Instructions for the task – Images are to be left out; everything else in the listing should be repeated exactly.

Data shown –

----------------

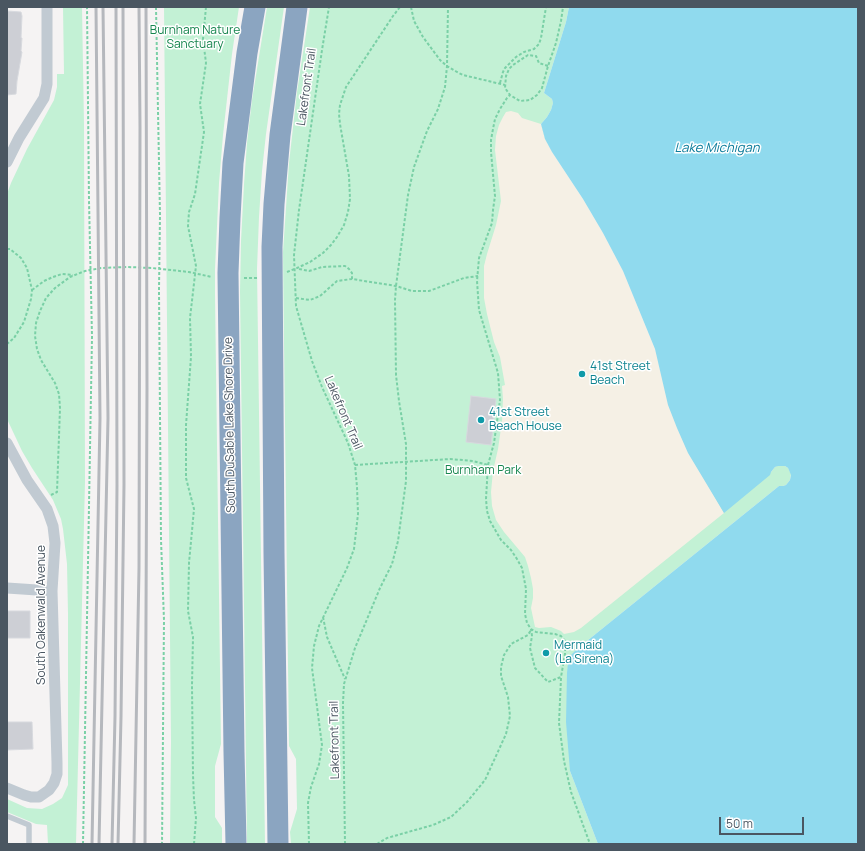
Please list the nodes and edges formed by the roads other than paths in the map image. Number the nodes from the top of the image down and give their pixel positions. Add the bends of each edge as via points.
1 (47, 7) edge
2 (255, 7) edge
3 (297, 7) edge
4 (7, 162) edge
5 (7, 443) edge
6 (7, 588) edge
7 (52, 591) junction
8 (7, 788) edge
9 (7, 816) edge
10 (29, 844) edge
11 (236, 844) edge
12 (278, 844) edge

1 - 4 street via 47,84 44,98
2 - 11 highway, South DuSable Lake Shore Drive via 233,163 228,273
3 - 12 highway via 280,135 272,247
5 - 7 street, South Oakenwald Avenue via 27,480 47,509 55,543
6 - 7 street
7 - 8 street, South Oakenwald Avenue via 56,706 54,783 44,794 31,798
9 - 10 lane via 29,825

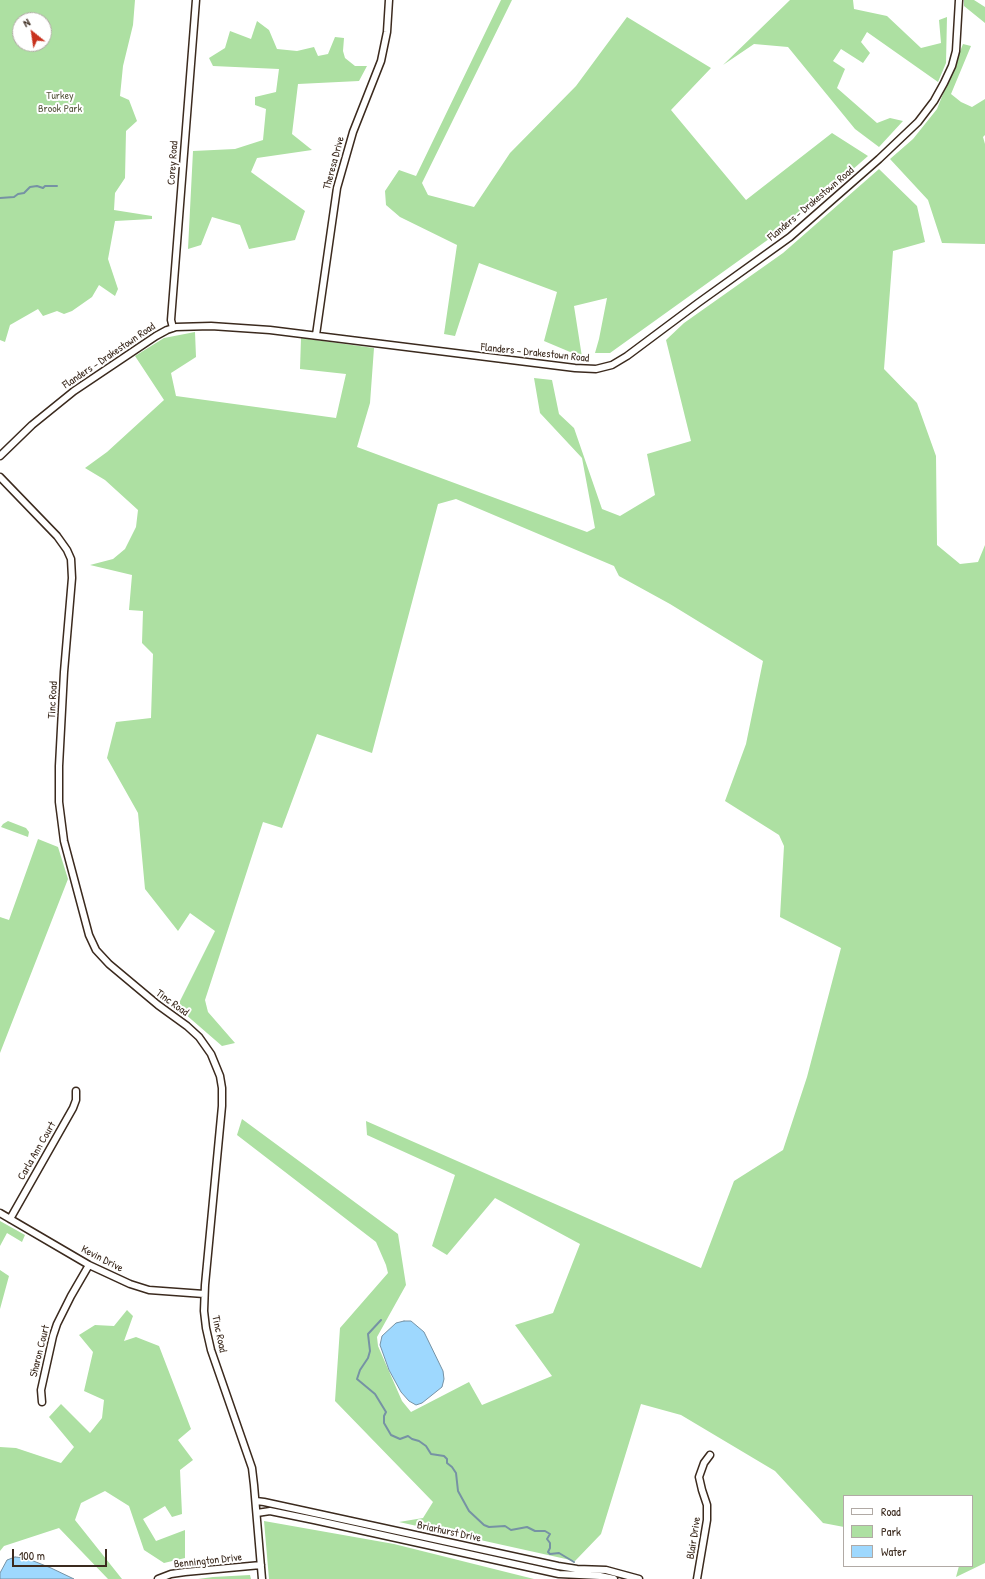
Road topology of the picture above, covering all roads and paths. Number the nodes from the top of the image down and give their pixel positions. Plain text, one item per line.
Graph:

----------------

Written response –
Please list the nodes and edges formed by the roads other than paths in the map image. Number the nodes from the top of the image down and give their pixel positions. Add the bends of each edge as via points.
1 (47, 7) edge
2 (255, 7) edge
3 (297, 7) edge
4 (7, 162) edge
5 (7, 443) edge
6 (7, 588) edge
7 (52, 591) junction
8 (7, 788) edge
9 (7, 816) edge
10 (29, 844) edge
11 (236, 844) edge
12 (278, 844) edge

1 - 4 street via 47,84 44,98
2 - 11 highway, South DuSable Lake Shore Drive via 233,163 228,273
3 - 12 highway via 280,135 272,247
5 - 7 street, South Oakenwald Avenue via 27,480 47,509 55,543
6 - 7 street
7 - 8 street, South Oakenwald Avenue via 56,706 54,783 44,794 31,798
9 - 10 lane via 29,825

Road topology of the picture above, covering all roads and paths. Number the nodes from the top of the image down and give their pixel positions. Plain text, one item per line.
Graph:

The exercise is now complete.